Bacillus subtilis mRNA metabolism and gene expression : a study on the function and structure of the novel and essential ribonucleases Y and J – RNAJAY

In order to identify potential RNase Y substrates in the cell we want to measure the mRNA levels in a wild type strain and compare them to a strain where RNase Y has been depleted. A priori, RNAs cleaved by RNase Y should be more abundant in the depletion strain. Using array transcriptome technology will permit to analyze all transcripts present in the bacteria at the same time.

The first significant results that we have obtained are the identification of hundreds of new RNase Y substrates revealed by a transcriptome analysis. This study is under evaluation and will allow to conclude on the importance of RNase Y in the initiation of degradation of all RNA present in the cell.
A partial proteolysis analysis of RNase Y has revealed the presence of a C-terminal domain which is more stable than the entire protein and might be useful for the generation of cristals for X-ray structure determination.

It is already quite safe to say that RNase Y is a key nuclease which determines the stability of hundreds or even thousands of transcripts in Bacillus subtilis. Understanding the structural and biochemical aspects of RNase Y function of RNase Y but also RNase J should allow to envisage them as targets for elaborating novel antibiotiques. Indeed, a very large number of bacterial species including many pathogens contain at least a RNase J or Y.

The evaluation of the role of RNase Y on the expression of all RNA expressed in Bacillus subtilis is underway and an associated publication is in preparation.

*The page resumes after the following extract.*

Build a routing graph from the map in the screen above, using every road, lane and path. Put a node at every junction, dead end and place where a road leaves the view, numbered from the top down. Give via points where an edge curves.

The processing and degradation of mRNA is a key element in the control of procaryotic gene expression. In Escherichia coli, RNase E has a pivotal role in these processes but Bacillus subtilis and other Gram positive bacteria have a very different set of enzymes directing mRNA metabolism and the major players have emerged only very recently. Indeed, B. subtilis has the essential RNase J1 and its paralog RNase J2, dual activity enzymes that have an RNase E-like endoribonucleolytic and a 5’-3’ exoribonucleolytic activity that requires a monophosphorylated 5’ end. The 3D structure of RNase J has revealed a surprising conservation of the overall 3D architecture between RNase J and RNase E. This constitutes an interesting case of convergent evolution whose significance is not yet understood. Group 1 will analyse the significance of this conservation by creating chimeric proteins between RNase E and RNase J1.
In theory, the polyvalence of RNases J1/J2 could explain all characteristics described for mRNA degradation in B. subtilis, including a decay-initiating endonucleolytic cleavage followed by 5’ exonucleolytic degradation. However, inactivation/depletion of RNases J1/J2 only slightly increases global mRNA half-life, an observation which is not in favor of an important function for these nucleases in initiating global mRNA decay.

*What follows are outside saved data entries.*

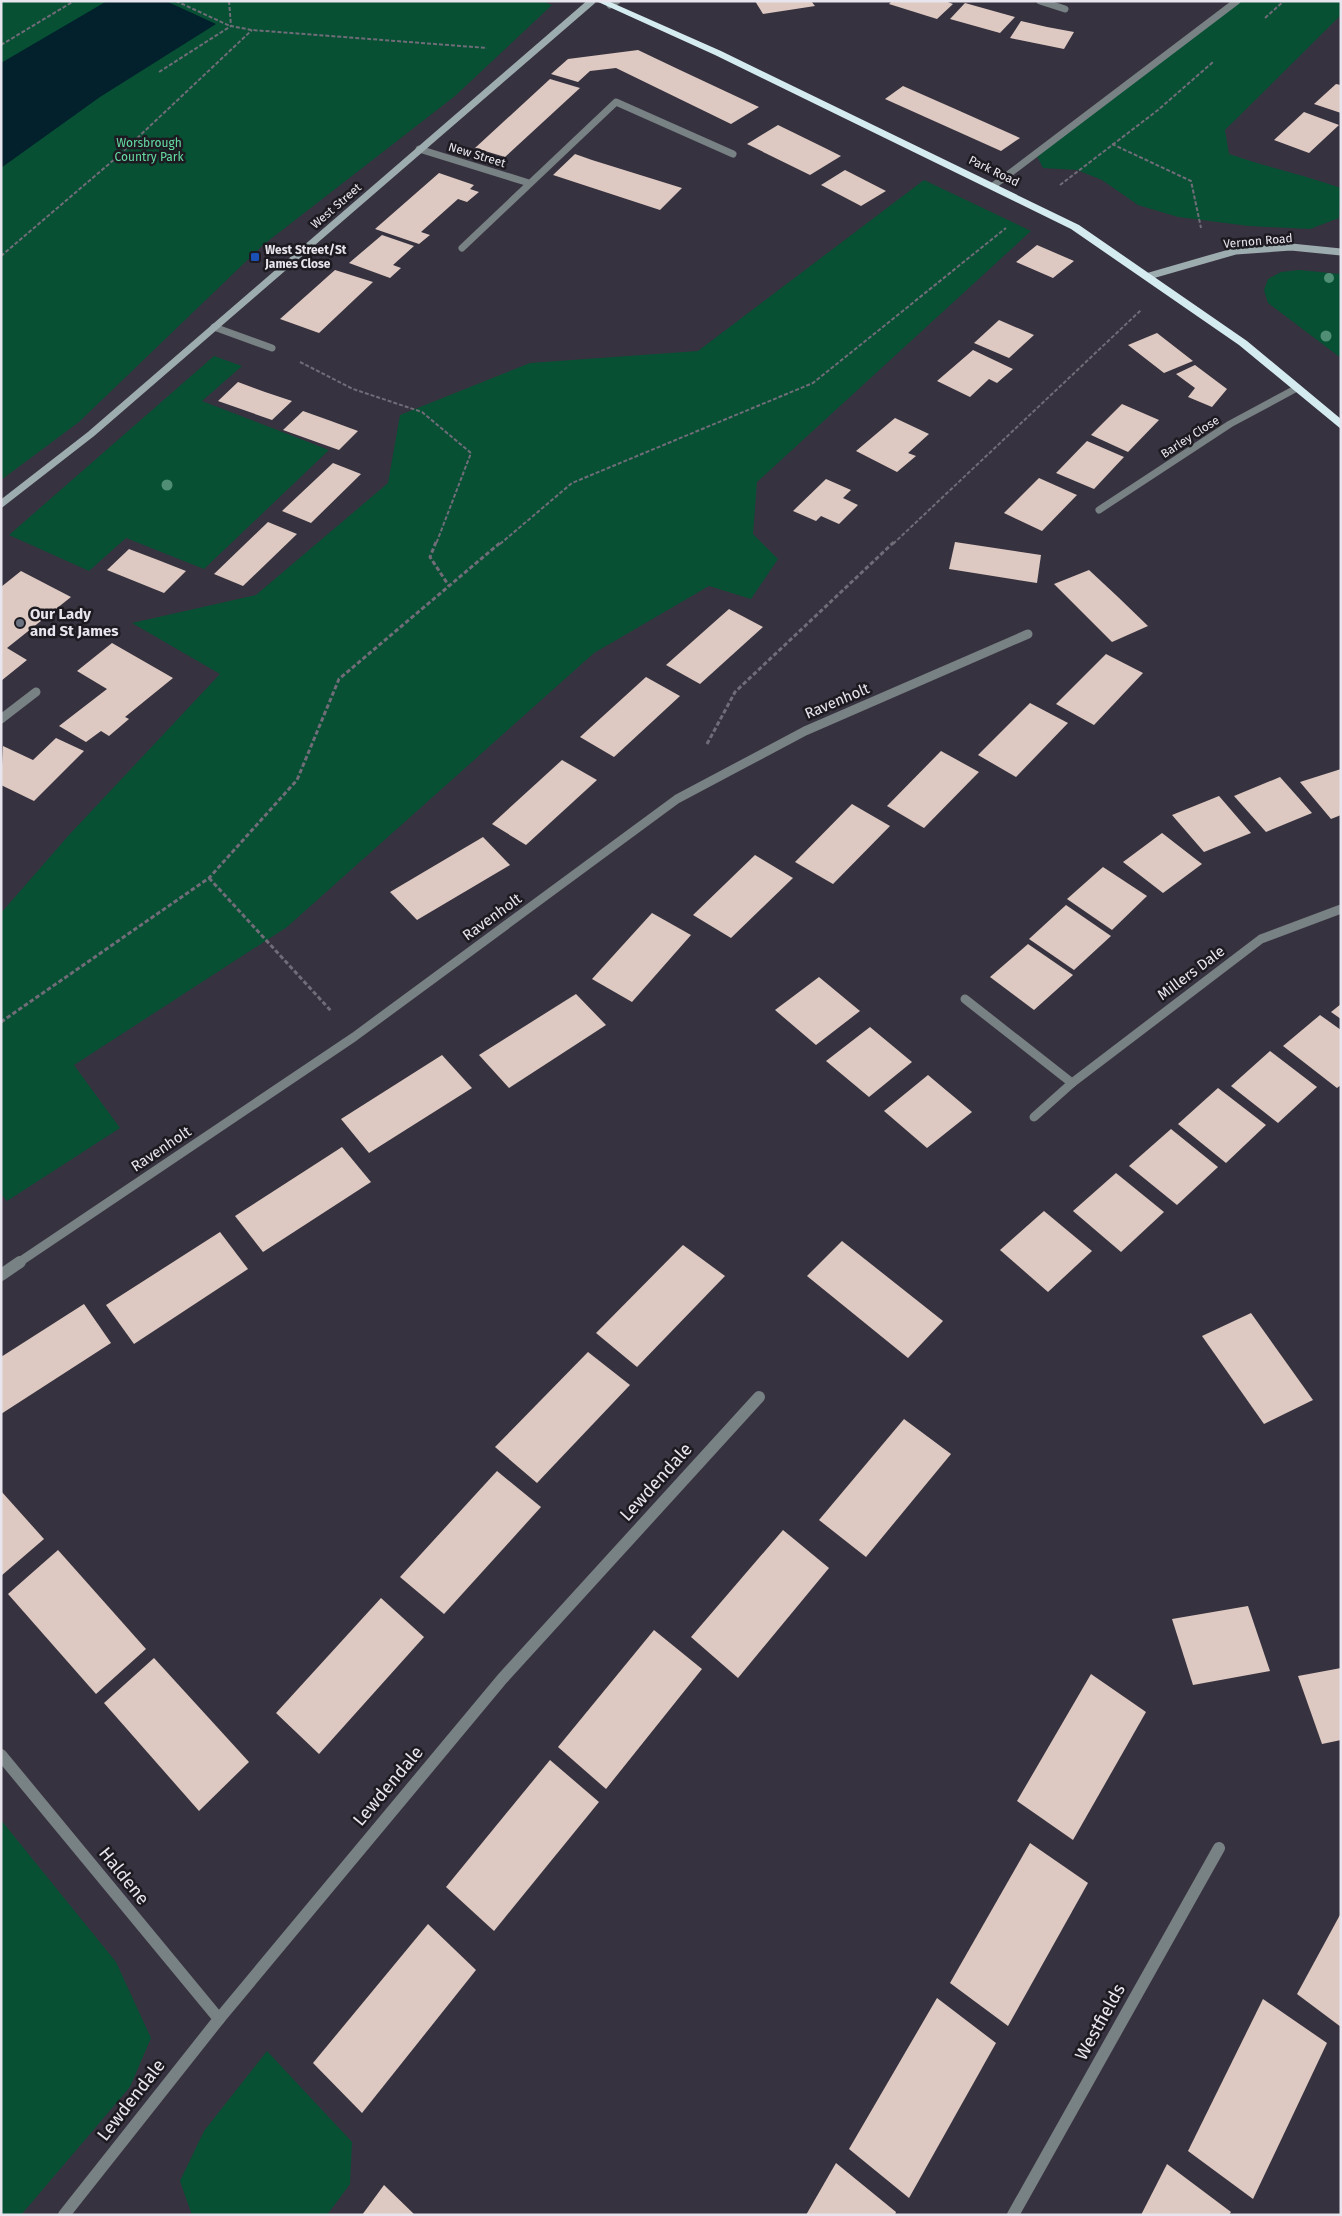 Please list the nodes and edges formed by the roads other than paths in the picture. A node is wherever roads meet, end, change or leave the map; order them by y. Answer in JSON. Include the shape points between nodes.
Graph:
{"nodes":[{"id":1,"x":592,"y":1,"type":"edge"},
{"id":2,"x":600,"y":1,"type":"edge"},
{"id":3,"x":1040,"y":1,"type":"edge"},
{"id":4,"x":1237,"y":1,"type":"edge"},
{"id":5,"x":613,"y":3,"type":"edge"},
{"id":6,"x":1065,"y":9,"type":"dead end"},
{"id":7,"x":419,"y":149,"type":"junction"},
{"id":8,"x":733,"y":154,"type":"dead end"},
{"id":9,"x":529,"y":183,"type":"junction"},
{"id":10,"x":993,"y":186,"type":"junction"},
{"id":11,"x":462,"y":248,"type":"dead end"},
{"id":12,"x":1341,"y":252,"type":"edge"},
{"id":13,"x":1149,"y":276,"type":"junction"},
{"id":14,"x":214,"y":327,"type":"junction"},
{"id":15,"x":272,"y":348,"type":"road end"},
{"id":16,"x":1297,"y":388,"type":"junction"},
{"id":17,"x":1341,"y":425,"type":"edge"},
{"id":18,"x":1,"y":504,"type":"edge"},
{"id":19,"x":1099,"y":510,"type":"dead end"},
{"id":20,"x":1028,"y":634,"type":"dead end"},
{"id":21,"x":36,"y":692,"type":"dead end"},
{"id":22,"x":1,"y":718,"type":"edge"},
{"id":23,"x":1341,"y":909,"type":"edge"},
{"id":24,"x":965,"y":999,"type":"dead end"},
{"id":25,"x":1072,"y":1083,"type":"junction"},
{"id":26,"x":1034,"y":1117,"type":"dead end"},
{"id":27,"x":1,"y":1274,"type":"edge"},
{"id":28,"x":759,"y":1397,"type":"dead end"},
{"id":29,"x":1,"y":1755,"type":"edge"},
{"id":30,"x":1220,"y":1848,"type":"dead end"},
{"id":31,"x":219,"y":2019,"type":"junction"},
{"id":32,"x":67,"y":2214,"type":"edge"},
{"id":33,"x":1013,"y":2215,"type":"edge"}],
"edges":[{"from":1,"to":7,"type":"main road","name":"West Street"},
{"from":2,"to":5,"type":"highway","name":"Park Road"},
{"from":3,"to":6,"type":"street"},
{"from":4,"to":10,"type":"street"},
{"from":5,"to":10,"type":"highway","name":"Park Road"},
{"from":7,"to":9,"type":"street","name":"New Street"},
{"from":7,"to":14,"type":"main road","name":"West Street"},
{"from":8,"to":9,"type":"street","via":[[616,102]]},
{"from":9,"to":11,"type":"street"},
{"from":10,"to":13,"type":"highway","name":"Park Road","via":[[1075,227]]},
{"from":12,"to":13,"type":"main road","name":"Vernon Road","via":[[1291,247],[1236,252]]},
{"from":13,"to":16,"type":"highway","name":"Park Road","via":[[1243,343]]},
{"from":14,"to":15,"type":"street"},
{"from":14,"to":18,"type":"main road","name":"West Street","via":[[91,434]]},
{"from":16,"to":17,"type":"highway","name":"Park Road"},
{"from":16,"to":19,"type":"street","name":"Barley Close","via":[[1230,424]]},
{"from":20,"to":27,"type":"street","name":"Ravenholt","via":[[805,731],[677,799],[354,1037]]},
{"from":21,"to":22,"type":"street"},
{"from":23,"to":25,"type":"street","name":"Millers Dale","via":[[1261,939]]},
{"from":24,"to":25,"type":"street"},
{"from":25,"to":26,"type":"street","name":"Millers Dale"},
{"from":28,"to":31,"type":"street","name":"Lewdendale","via":[[502,1678]]},
{"from":29,"to":31,"type":"street","name":"Haldene"},
{"from":30,"to":33,"type":"street","name":"Westfields"},
{"from":31,"to":32,"type":"street","name":"Lewdendale"}]}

Recently, group 1 has characterized a novel and essential endoribonuclease (RNase Y) in B. subtilis. Despite an absence of sequence similarity, RNase Y shares extensive functional homologies with RNase E ; e.g. the activity of both enzymes is stimulated by a monophosphorylated 5’-end of the substrate and RNase Y is the only nuclease known, besides RNase E, to have a significant effect on global mRNA half-life.

This raises the fundamental question on the respective contributions of 5’-3’ exonucleolytic and endonucleolytic cleavage in mRNA decay in Gram positive organisms that do not contain RNase E. Group 1 proposes to study the role of RNases Y and J1/J2 in the initiation of mRNA decay and the control of gene expression. They will also analyse the parameters that determine the specificity and cleavage site recognition of RNase Y. Both a global approach (e.g. tiling array study) and a detailed analysis of individual substrates by in vitro and in vivo techniques will be used.
The principal aim of this study is to confirm or invalidate the notion that mRNA processing and degradation might be more similar between B. subtilis and E. coli than presently assumed, with an endonucleolytic cleavage being the crucial step in initiating mRNA decay in both organisms. In this scenario, RNase J would be mostly involved in degrading 3’ cleavage products exonucleolytically in a 5’-3’ direction. This property may have evolved in organisms like B. subtilis that, in contrast to E. coli, does not appear to have an efficient polyadenylation pathway to allow 3’-5’ degradation of structured RNA (e.g. containing a terminator at the 3’ end).
In parallel, group 2 will attempt to determine the crystal structure of RNase Y, alone and in the presence of RNA. The initial in vitro characterization of RNase Y performed by group 1 will be followed up by group 2 using a more quantitative approach including biophysical methods that will allow to determine important parameters related to RNase Y activity including catalytic constants, quaternary structure, protein dynamics, etc.

RNases Y and J probably represent the key enzymes directing RNA metabolism in B. subtilis and numerous other Gram positive species including many pathogens like Listeria, Staphylococcus aureus, Streptococcus or B. anthracis. The study of these two essential ribonucleases should produce important fundamental knowledge on mRNA metabolism/gene regulation that will concern many other eubacterial species where these enzymes are conserved. In addition, the often essential nature of these RNases make them potential targets for the design of new antimicrobial drugs.